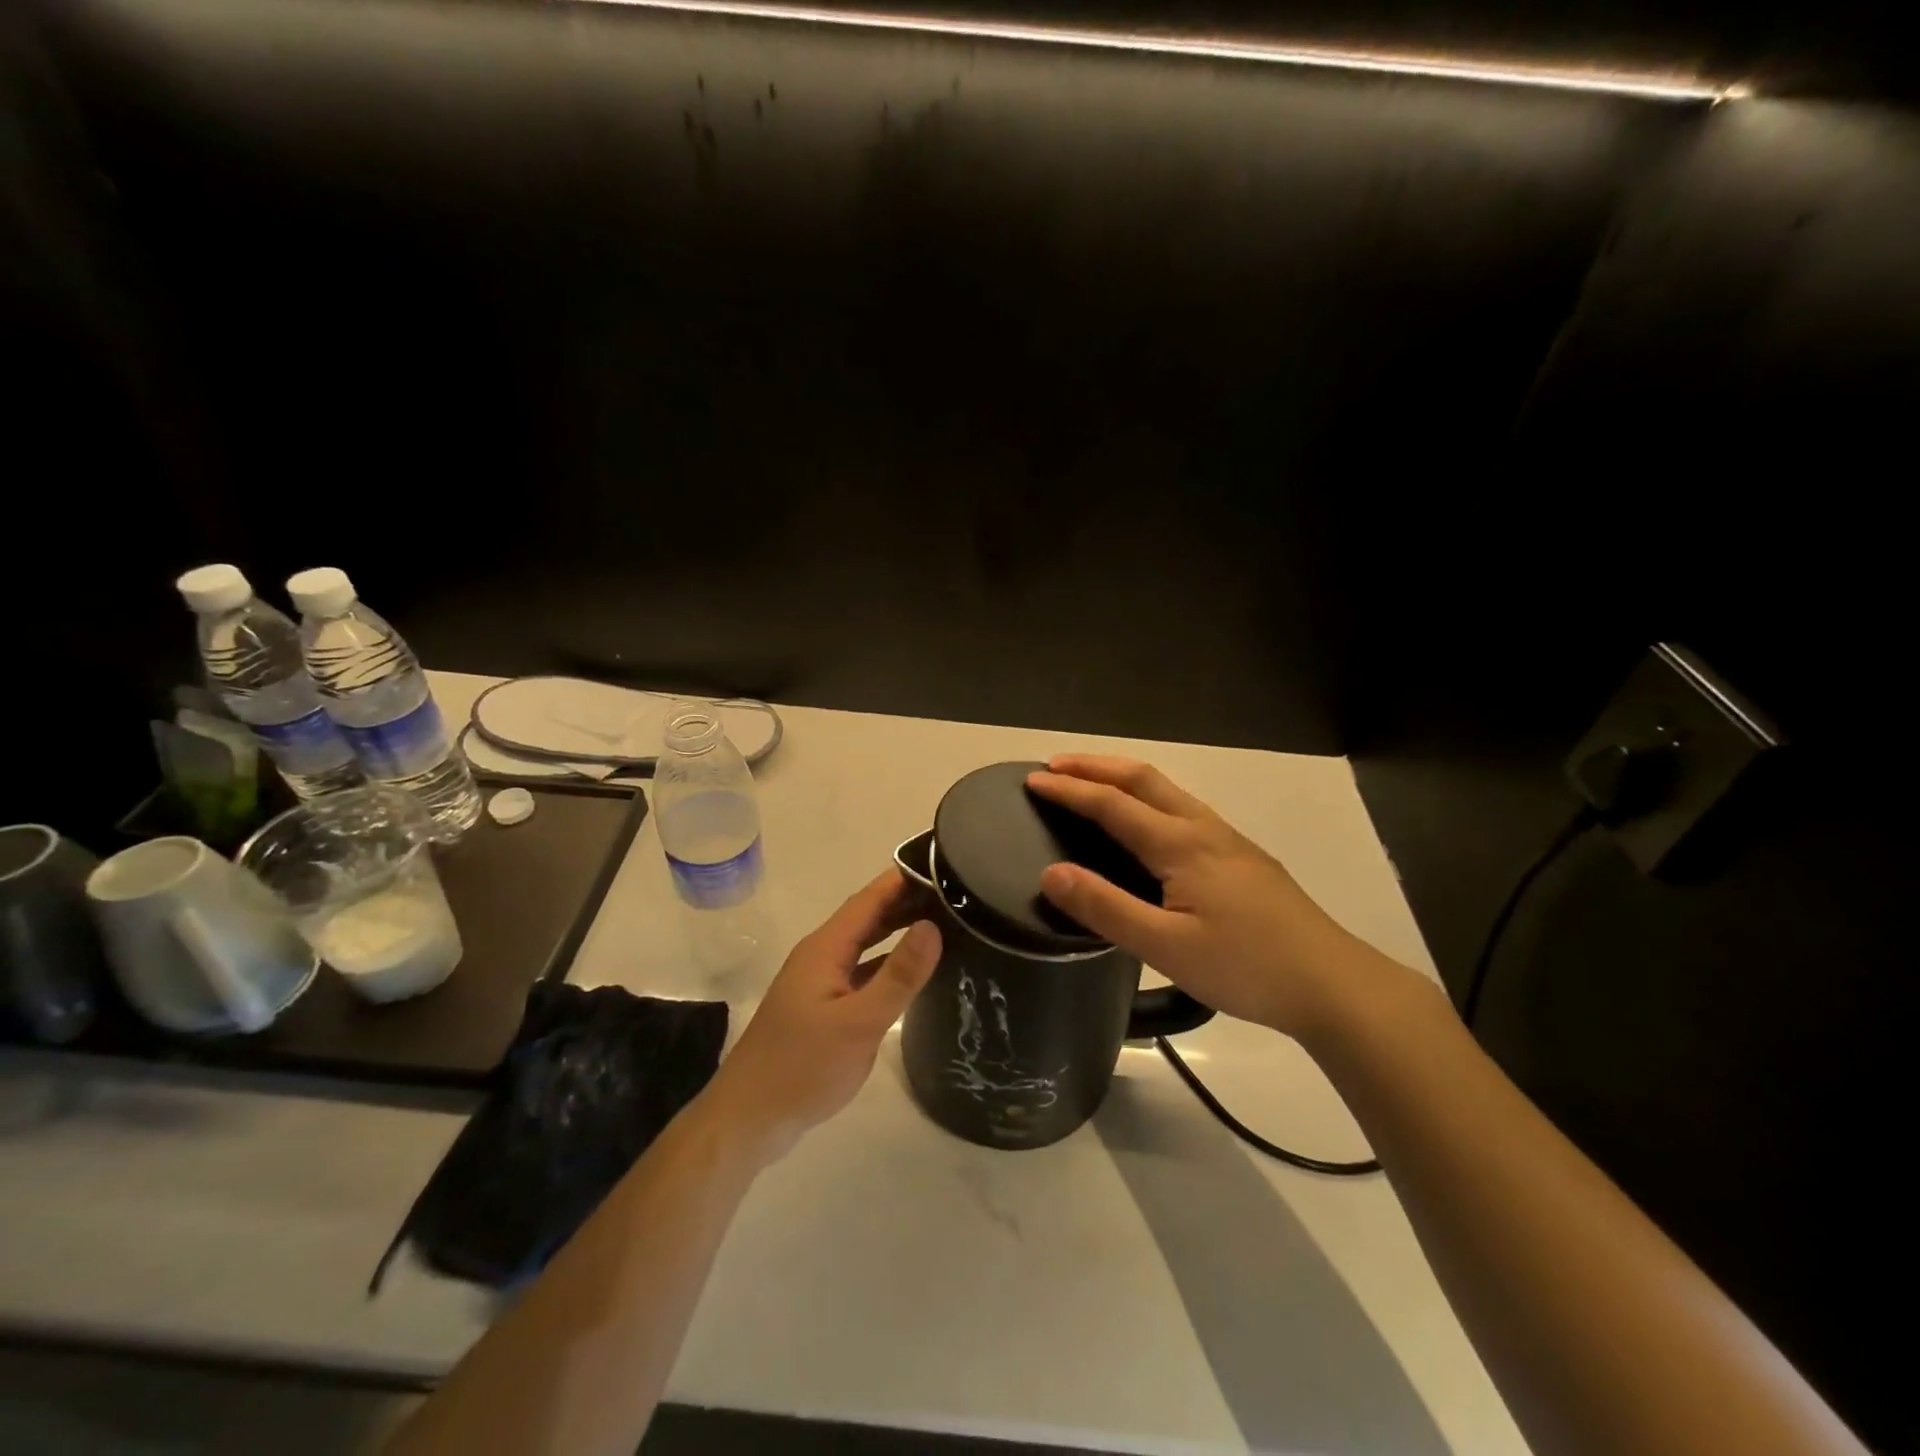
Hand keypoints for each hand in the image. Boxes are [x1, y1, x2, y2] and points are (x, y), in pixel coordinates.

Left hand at [698, 869, 941, 1164]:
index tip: (943, 863)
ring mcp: (820, 982)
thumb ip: (898, 975)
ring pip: (865, 945)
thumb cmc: (802, 1067)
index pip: (870, 899)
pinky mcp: (823, 1008)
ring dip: (898, 931)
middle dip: (906, 901)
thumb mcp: (858, 1022)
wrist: (749, 1120)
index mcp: (825, 948)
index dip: (903, 878)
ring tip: (943, 922)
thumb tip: (933, 926)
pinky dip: (888, 964)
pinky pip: (862, 971)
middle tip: (955, 893)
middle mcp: (821, 956)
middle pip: (868, 917)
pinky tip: (913, 973)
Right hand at [1027, 756, 1394, 1041]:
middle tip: (1055, 767)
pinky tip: (1146, 826)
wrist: (1333, 984)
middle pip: (1143, 779)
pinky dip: (1147, 798)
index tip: (1032, 781)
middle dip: (1095, 766)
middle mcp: (1203, 828)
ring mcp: (1228, 840)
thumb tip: (1051, 872)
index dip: (1069, 790)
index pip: (1112, 804)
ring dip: (1123, 778)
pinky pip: (1182, 809)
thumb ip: (1106, 908)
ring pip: (1167, 791)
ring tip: (1091, 785)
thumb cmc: (1246, 966)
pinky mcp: (1243, 857)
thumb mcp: (1166, 947)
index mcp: (1180, 844)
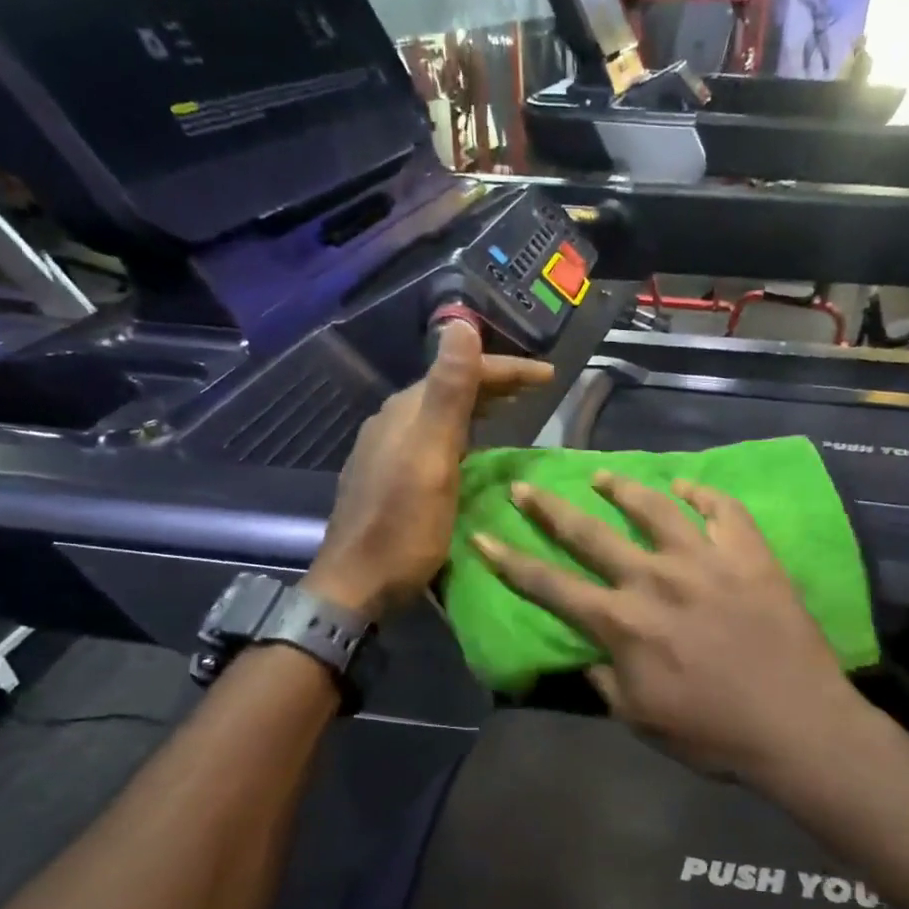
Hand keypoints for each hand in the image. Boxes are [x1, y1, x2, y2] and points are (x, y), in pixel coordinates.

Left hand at [308, 323, 552, 618]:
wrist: (356, 584)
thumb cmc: (402, 526)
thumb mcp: (432, 458)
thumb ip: (448, 393)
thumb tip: (461, 323)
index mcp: (406, 412)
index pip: (462, 371)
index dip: (508, 369)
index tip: (551, 377)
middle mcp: (393, 422)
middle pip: (450, 388)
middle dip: (494, 382)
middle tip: (537, 390)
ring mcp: (386, 449)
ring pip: (440, 413)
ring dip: (478, 406)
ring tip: (513, 410)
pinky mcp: (387, 476)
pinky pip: (432, 437)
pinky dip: (462, 432)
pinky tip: (473, 448)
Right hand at [472, 474, 864, 782]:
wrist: (796, 724)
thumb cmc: (712, 732)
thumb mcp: (639, 719)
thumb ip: (605, 680)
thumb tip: (590, 654)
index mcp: (622, 623)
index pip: (550, 586)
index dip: (510, 561)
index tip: (483, 535)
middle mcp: (654, 578)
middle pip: (590, 533)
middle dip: (550, 508)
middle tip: (526, 486)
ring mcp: (705, 560)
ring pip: (654, 507)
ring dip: (622, 487)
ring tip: (601, 475)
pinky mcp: (749, 554)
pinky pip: (722, 509)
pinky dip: (702, 492)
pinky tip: (687, 485)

TASK TO CARRY OUT:
Exactly as they appear above, write out the line containing "ring dip: (478, 406)" and each line that comes after it in the records.

FINISHED TASK:
ring dip: (478, 406)
ring tip: (513, 410)
pinky mcp: (387, 476)
pinky pip: (432, 437)
pinky dip: (462, 432)
pinky tip: (473, 448)
Right hand at [472, 474, 864, 782]:
wrist: (796, 724)
thumb cmc: (712, 732)
thumb mcp: (639, 719)
thumb ip: (605, 680)
thumb tip: (590, 654)
index mcp: (622, 623)
index pip: (550, 586)
index dip: (510, 561)
index tip: (483, 535)
middle mcp: (654, 578)
middle pip: (590, 533)
middle dip: (550, 508)
middle tip: (526, 486)
ring mcp: (705, 560)
ring pip: (654, 507)
ring dip: (622, 487)
ring tip: (601, 475)
pinky mcp: (749, 554)
pinky pip: (722, 509)
pinky dip: (702, 492)
pinky tip: (687, 485)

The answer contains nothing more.